What you need to do:
Within the data beneath, some lines may hold the word "Hammer". Give the number of those lines and nothing else.

::: Information provided :::

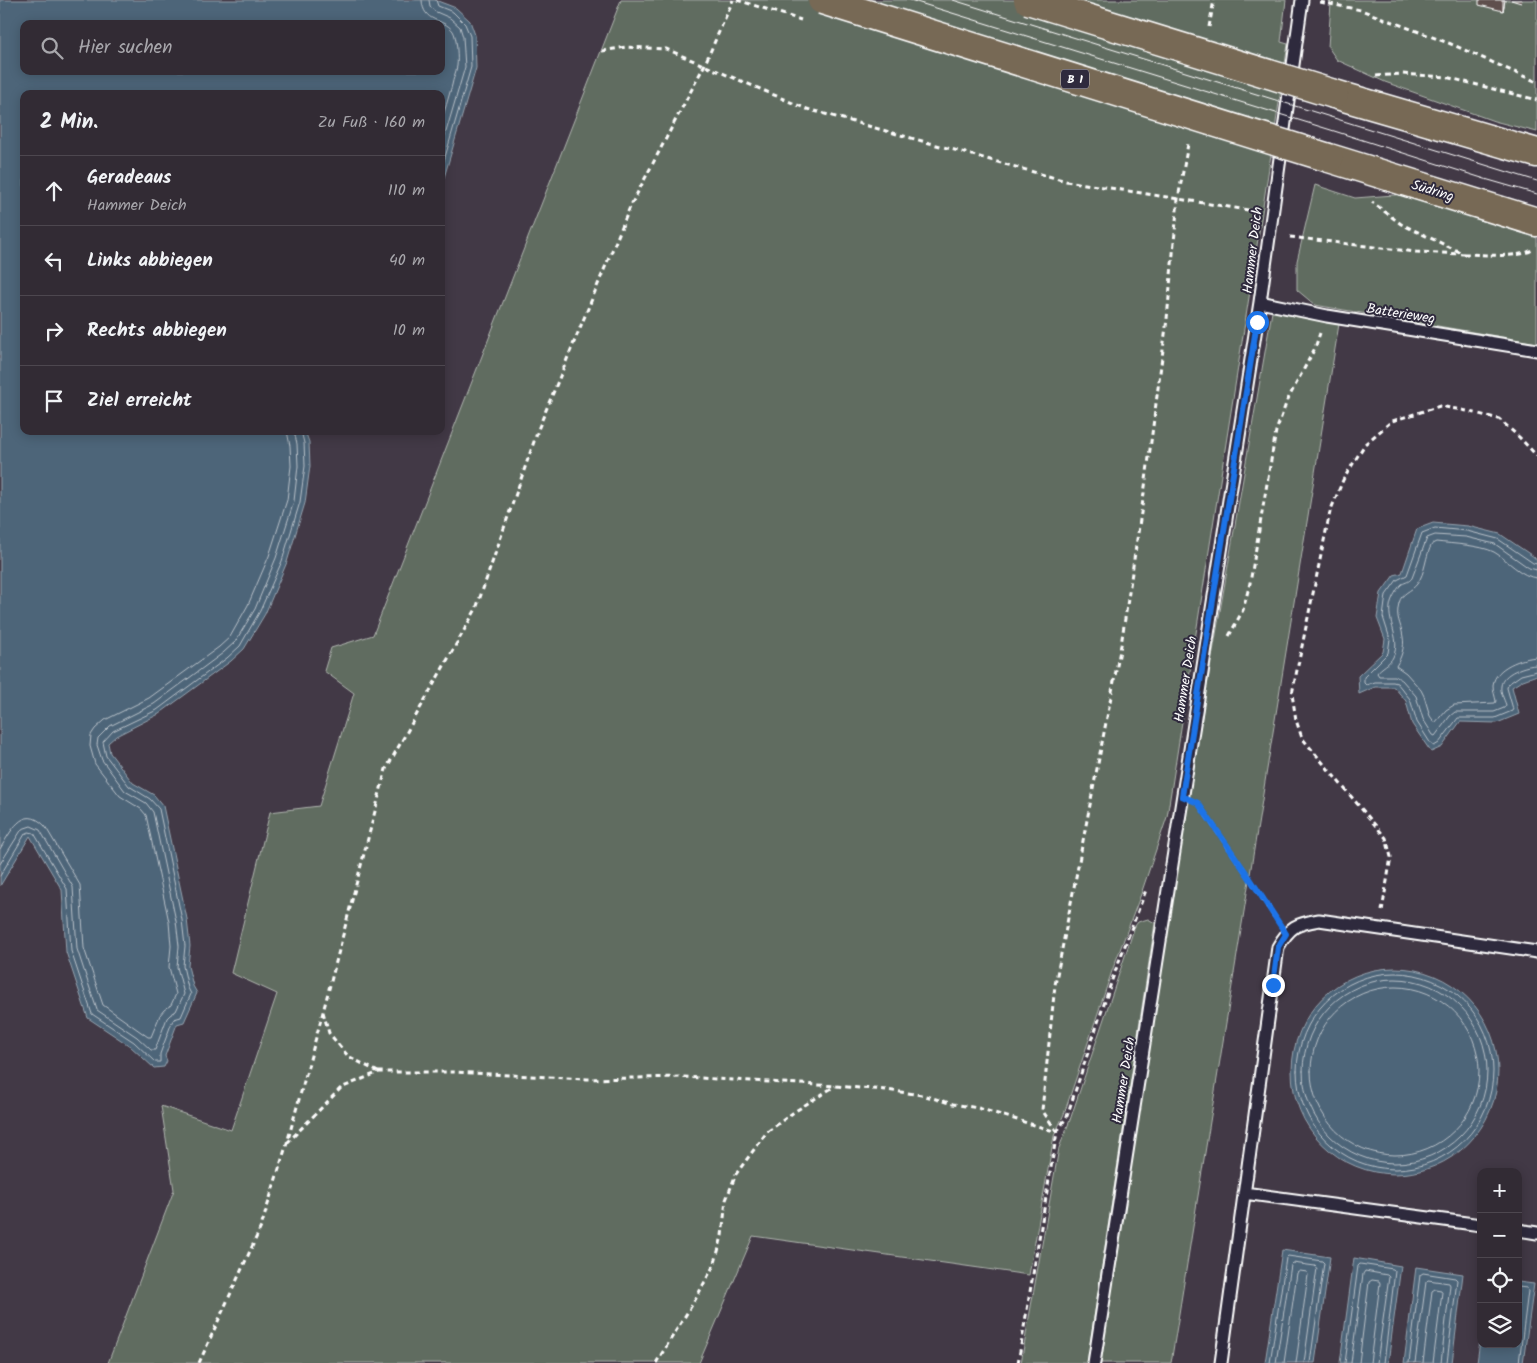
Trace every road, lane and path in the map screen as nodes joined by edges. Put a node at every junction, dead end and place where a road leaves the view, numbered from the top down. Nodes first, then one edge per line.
1 (734, 0) edge
2 (822, 0) edge
3 (1028, 0) edge
4 (1214, 0) edge
5 (1302, 0) edge
6 (1318, 2) dead end
7 (1209, 30) dead end
8 (602, 51) dead end
9 (704, 66) junction
10 (1372, 76) dead end
11 (1537, 82) edge
12 (1537, 100) edge
13 (1188, 143) dead end
14 (1537, 153) edge
15 (1368, 199) dead end
16 (1178, 200) junction
17 (1250, 210) dead end
18 (1537, 222) edge
19 (1269, 233) junction
20 (1537, 247) edge
21 (1464, 254) junction
22 (1260, 302) junction
23 (1327, 316) junction
24 (1537, 350) edge
25 (1537, 456) edge
26 (1205, 653) junction
27 (1182, 796) junction
28 (1172, 865) junction
29 (1379, 929) junction
30 (1286, 934) junction
31 (1537, 952) edge
32 (323, 1012) junction
33 (379, 1072) junction
34 (835, 1086) junction
35 (1058, 1132) junction
36 (287, 1143) junction
37 (1244, 1194) junction
38 (1477, 1224) edge
39 (1522, 1231) edge
40 (1537, 1233) edge
41 (199, 1363) edge
42 (656, 1363) edge
43 (1018, 1363) edge
44 (1094, 1363) edge
45 (1221, 1363) edge

1 - 9 path
2 - 18 main road, Südring / B 1, bridge
3 - 14 main road, bridge
4 - 7 path
5 - 19 lane, Hammer Deich
6 - 11 path
8 - 9 path
9 - 16 path
9 - 32 path
10 - 12 path
13 - 16 path
15 - 21 path
16 - 17 path
16 - 35 path
19 - 21 path
19 - 22 lane, Hammer Deich
20 - 21 path
22 - 23 lane, Batterieweg
22 - 26 lane, Hammer Deich
23 - 24 lane, Batterieweg
23 - 26 path
25 - 29 path
26 - 27 lane, Hammer Deich
27 - 28 lane, Hammer Deich
27 - 30 path
28 - 35 path
28 - 44 lane, Hammer Deich
29 - 30 lane
29 - 31 lane
30 - 37 lane
32 - 33 path
32 - 36 path
33 - 34 path
33 - 36 path
34 - 35 path
34 - 42 path
35 - 43 path
36 - 41 path
37 - 38 lane
37 - 45 lane
39 - 40 lane

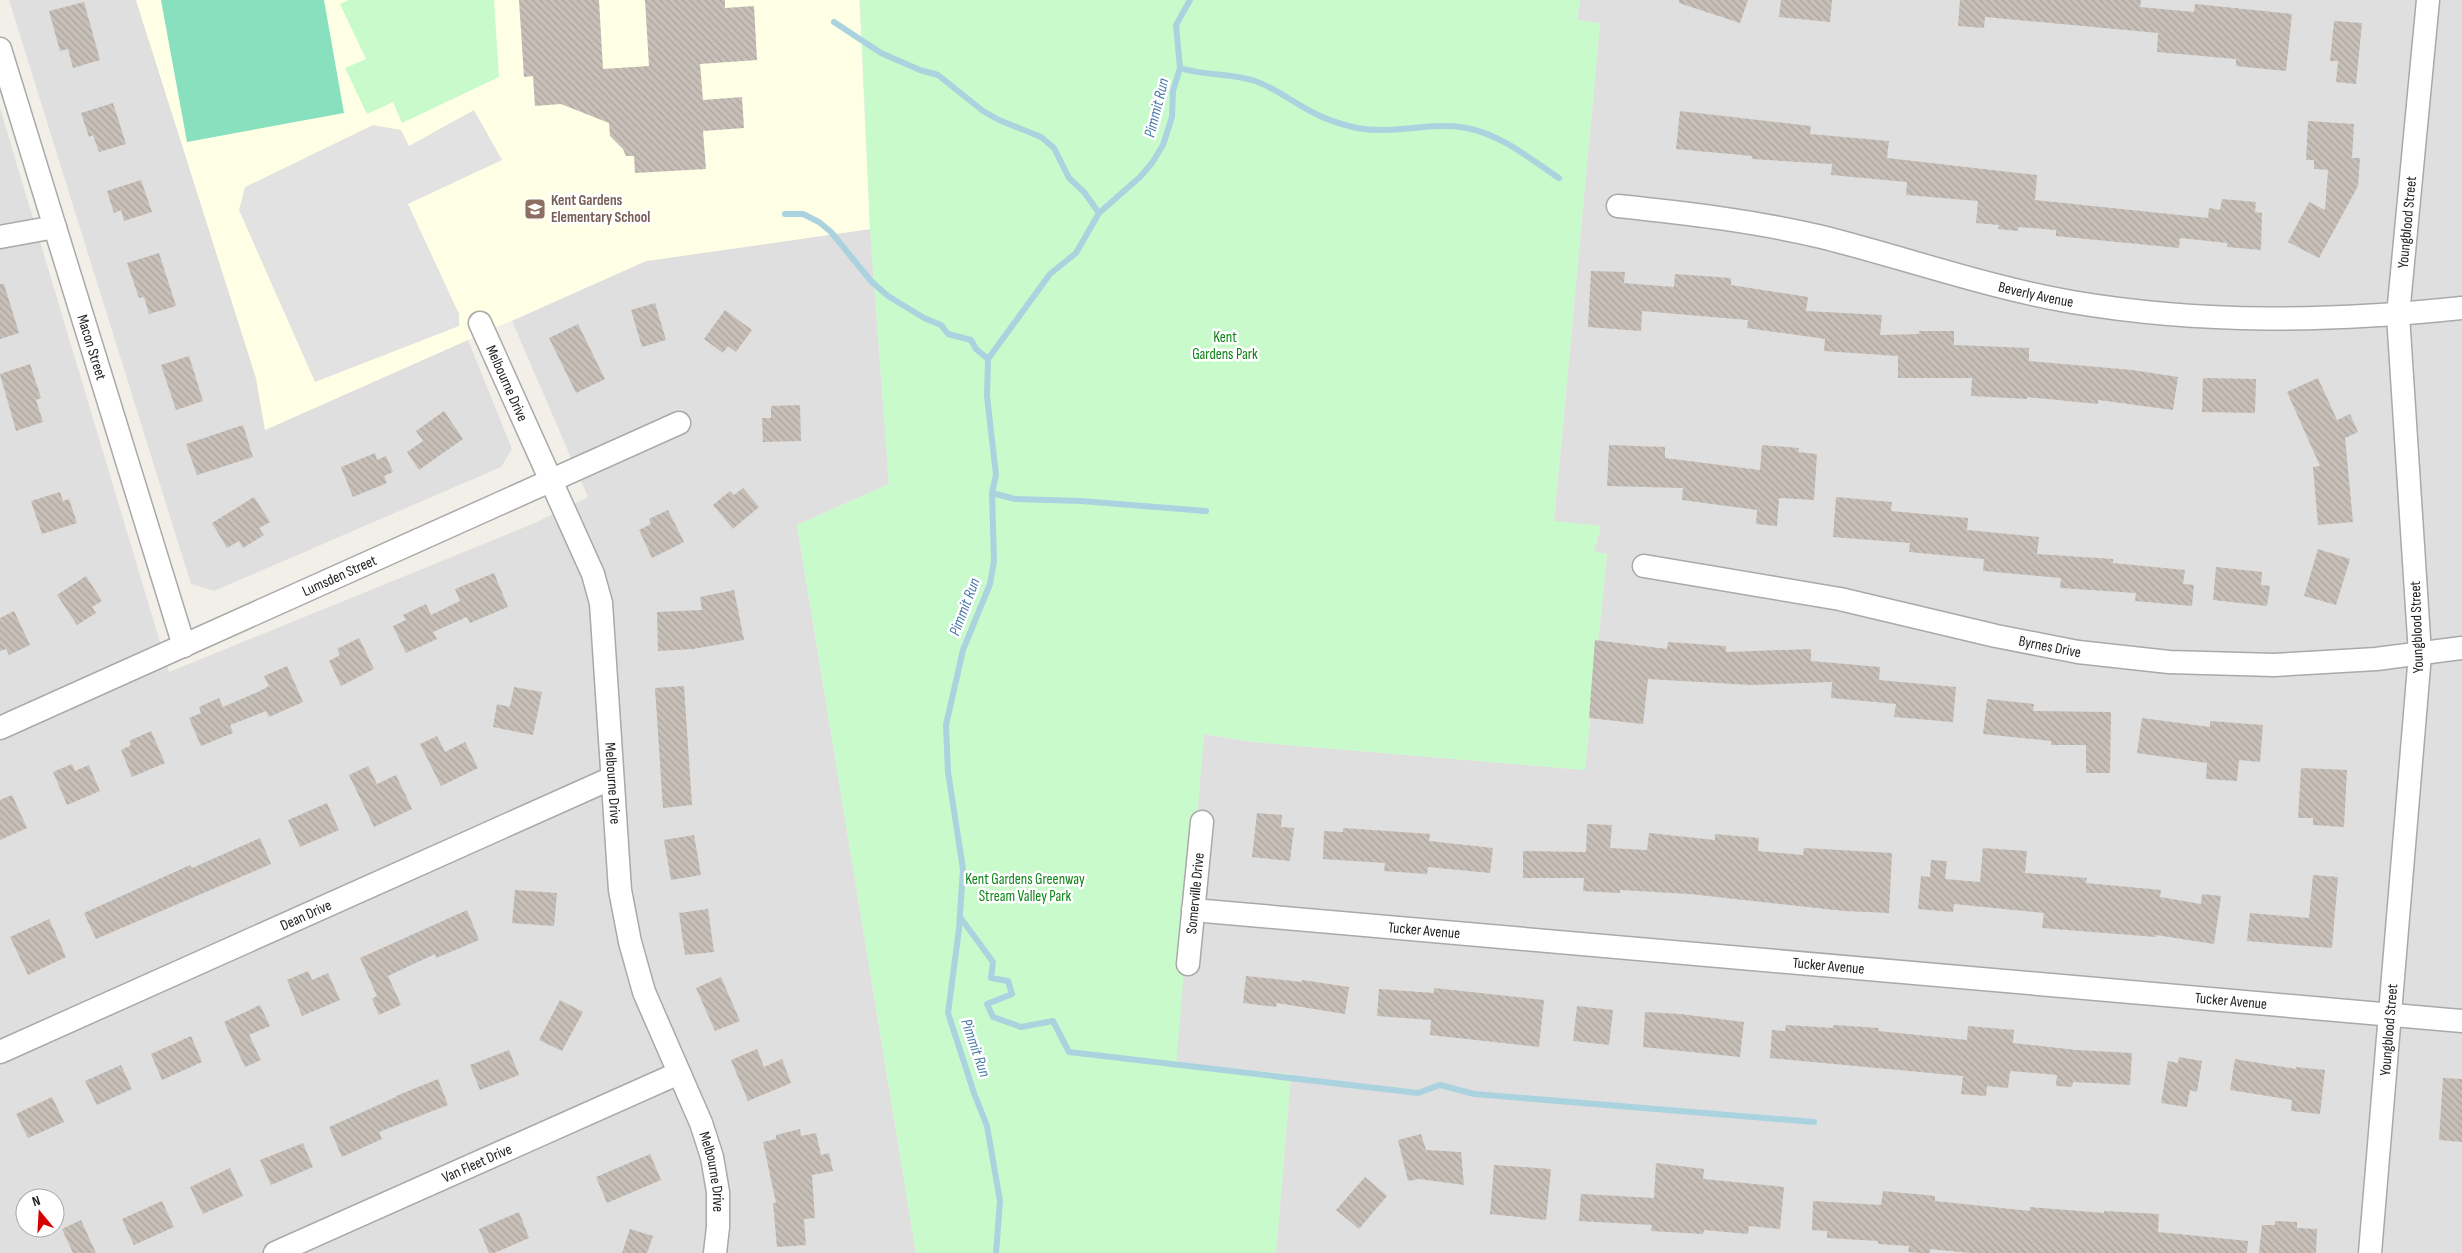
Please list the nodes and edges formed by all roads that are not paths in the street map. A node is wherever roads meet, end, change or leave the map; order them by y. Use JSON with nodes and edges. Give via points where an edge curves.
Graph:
{"nodes":[{"id":1,"x":2428,"y":0,"type":"edge"},
{"id":2,"x":0,"y":49,"type":"edge"},
{"id":3,"x":1618,"y":206,"type":"dead end"},
{"id":4,"x":55,"y":227,"type":"junction"},
{"id":5,"x":0,"y":238,"type":"edge"},
{"id":6,"x":2462,"y":308,"type":"edge"},
{"id":7,"x":2398,"y":314,"type":"junction"},
{"id":8,"x":480,"y":323,"type":"dead end"},
{"id":9,"x":679,"y":423,"type":"dead end"},
{"id":10,"x":551,"y":481,"type":"junction"},
{"id":11,"x":1644,"y":566,"type":"dead end"},
{"id":12,"x":184,"y":646,"type":"junction"},
{"id":13,"x":2462,"y":648,"type":"edge"},
{"id":14,"x":2420,"y":654,"type":"junction"},
{"id":15,"x":0,"y":728,"type":"edge"},
{"id":16,"x":612,"y":778,"type":"junction"},
{"id":17,"x":1202,"y":822,"type":"dead end"},
{"id":18,"x":1193,"y":910,"type":"junction"},
{"id":19,"x":1188,"y":964,"type":"dead end"},
{"id":20,"x":2389,"y":1014,"type":"junction"},
{"id":21,"x":2462,"y":1021,"type":"edge"},
{"id":22,"x":0,"y":1052,"type":"edge"},
{"id":23,"x":679,"y":1073,"type":"junction"},
{"id":24,"x":275,"y":1253,"type":"edge"},
{"id":25,"x":715,"y":1253,"type":"edge"},
{"id":26,"x":2370,"y":1253,"type":"edge"}],
"edges":[{"from":1,"to":7,"type":"street","name":"Youngblood Street"},
{"from":2,"to":4,"type":"street","name":"Macon Street"},
{"from":3,"to":7,"type":"street","name":"Beverly Avenue","via":[[1732,219],[1795,231],[2019,291],[2148,313],[2292,320]]},
{"from":4,"to":5,"type":"street"},
{"from":4,"to":12,"type":"street","name":"Macon Street"},
{"from":6,"to":7,"type":"street","name":"Beverly Avenue"},
{"from":7,"to":14,"type":"street","name":"Youngblood Street"},
{"from":8,"to":10,"type":"street","name":"Melbourne Drive"},
{"from":9,"to":10,"type":"street","name":"Lumsden Street"},
{"from":10,"to":12,"type":"street","name":"Lumsden Street"},
{"from":10,"to":16,"type":"street","name":"Melbourne Drive","via":[[593,574],[601,603]]},
{"from":11,"to":14,"type":"street","name":"Byrnes Drive","via":[[1840,599],[2042,645],[2160,661],[2274,665]]},
{"from":12,"to":15,"type":"street","name":"Lumsden Street"},
{"from":13,"to":14,"type":"street","name":"Byrnes Drive"},
{"from":14,"to":20,"type":"street","name":"Youngblood Street"},
{"from":16,"to":22,"type":"street","name":"Dean Drive"},
{"from":16,"to":23,"type":"street","name":"Melbourne Drive","via":[[620,890],[630,942],[644,992]]},
{"from":17,"to":18,"type":"street","name":"Somerville Drive"},
{"from":18,"to":19,"type":"street","name":"Somerville Drive"},
{"from":18,"to":20,"type":"street","name":"Tucker Avenue"},
{"from":20,"to":21,"type":"street","name":"Tucker Avenue"},
{"from":20,"to":26,"type":"street","name":"Youngblood Street"},
{"from":23,"to":24,"type":"street","name":"Van Fleet Drive"},
{"from":23,"to":25,"type":"street","name":"Melbourne Drive","via":[[701,1122],[712,1157],[718,1192]]}]}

:::

Output of the task:
6